Primula cicutariifolia, is a species of flowering plant within the genus Primula and family Primulaceae.

== Description ==

=== Leaves ===
Primula cicutariifolia is a perennial plant species. The leaves of this P. cicutariifolia exhibit a dimorphic nature. The outer leaves wither during the flowering phase, displaying a long petiolate structure. They are ovate in shape, measuring approximately 3 to 8 mm in width and length. The margin of these outer leaves can vary from being entirely smooth to dentate, having small indentations. In contrast, the inner leaves showcase a different structure. They possess a petiole measuring 0.6 to 2 cm, with an elliptic to oblong leaf blade that spans from 1.5 to 10 cm in length. The inner leaves are pinnatisect, meaning they have lobes or pinnae. They typically consist of 1 or 2 to 6 pairs of pinnae. The proximal pair, located at the bottom, is usually very small and gradually increases in size towards the upper pairs. These pinnae measure around 3 to 13 mm in length and 2.5 to 12 mm in width, with 2 to 4 teeth on each side. The terminal pair, situated at the top, is larger and elliptic to broadly ovate, often having three lobes.

=== Flowers ===
Primula cicutariifolia produces scapes that range from 1 to 5 cm in length. These scapes bear solitary umbels, which consist of 1 or 2 to 4 flowers. The bracts associated with the umbels are linear and measure approximately 1.5 to 3 mm. The pedicel, which connects the flower to the scape, is 0.7 to 3 cm long and sparingly glandular. The flowers of P. cicutariifolia can either be homostylous or heterostylous. In the case of homostylous flowers, both the stamens and style are located near the apex of the corolla tube. However, the specific details regarding the number of pin flowers remain unknown. Thrums, on the other hand, possess stamens near the apex of the corolla tube, while the style is about half the length of the tube. The calyx of the flowers is campanulate, measuring 3 to 4.5 mm and is glandular, with lanceolate lobes splitting below the middle. The corolla of the flowers ranges in colour from pink to pale lilac. Its tube measures 4.5 to 6.5 mm, while the limb, referring to the wider part of the corolla, spans 4 to 8 mm. The lobes of the corolla are cuneate-oblong, with a subtruncate or slightly emarginate apex. Following fertilization, the plant develops subglobose capsules, which are approximately 2.5 mm in diameter. The flowering period occurs from March to April, while the fruiting phase takes place from April to May.

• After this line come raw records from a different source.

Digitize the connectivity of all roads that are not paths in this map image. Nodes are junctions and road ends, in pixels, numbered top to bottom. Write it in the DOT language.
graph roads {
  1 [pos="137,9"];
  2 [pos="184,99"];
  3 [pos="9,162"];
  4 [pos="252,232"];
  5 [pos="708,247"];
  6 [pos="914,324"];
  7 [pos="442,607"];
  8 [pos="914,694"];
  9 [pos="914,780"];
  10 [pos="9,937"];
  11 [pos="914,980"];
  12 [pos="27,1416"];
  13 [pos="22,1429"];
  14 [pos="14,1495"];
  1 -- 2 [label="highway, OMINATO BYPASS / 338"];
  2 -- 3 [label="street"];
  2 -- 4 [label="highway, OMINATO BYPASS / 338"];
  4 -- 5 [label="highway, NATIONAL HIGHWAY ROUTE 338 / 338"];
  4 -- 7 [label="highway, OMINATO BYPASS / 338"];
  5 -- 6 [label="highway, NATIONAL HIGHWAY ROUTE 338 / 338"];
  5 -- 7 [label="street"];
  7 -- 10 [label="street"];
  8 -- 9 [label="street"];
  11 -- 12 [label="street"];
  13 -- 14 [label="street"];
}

== Distribution and habitat ==
Primula cicutariifolia is endemic to China, where it can be found in the Southeast portion of the country. The species has been discovered within the Chinese provinces of South Anhui, East Hubei, Hunan, North Jiangxi and North Zhejiang. P. cicutariifolia can be found in damp habitats within woodlands and near to streams where it inhabits wet moss covered rocks. The species has been recorded at elevations ranging from 500 - 1000 meters above sea level.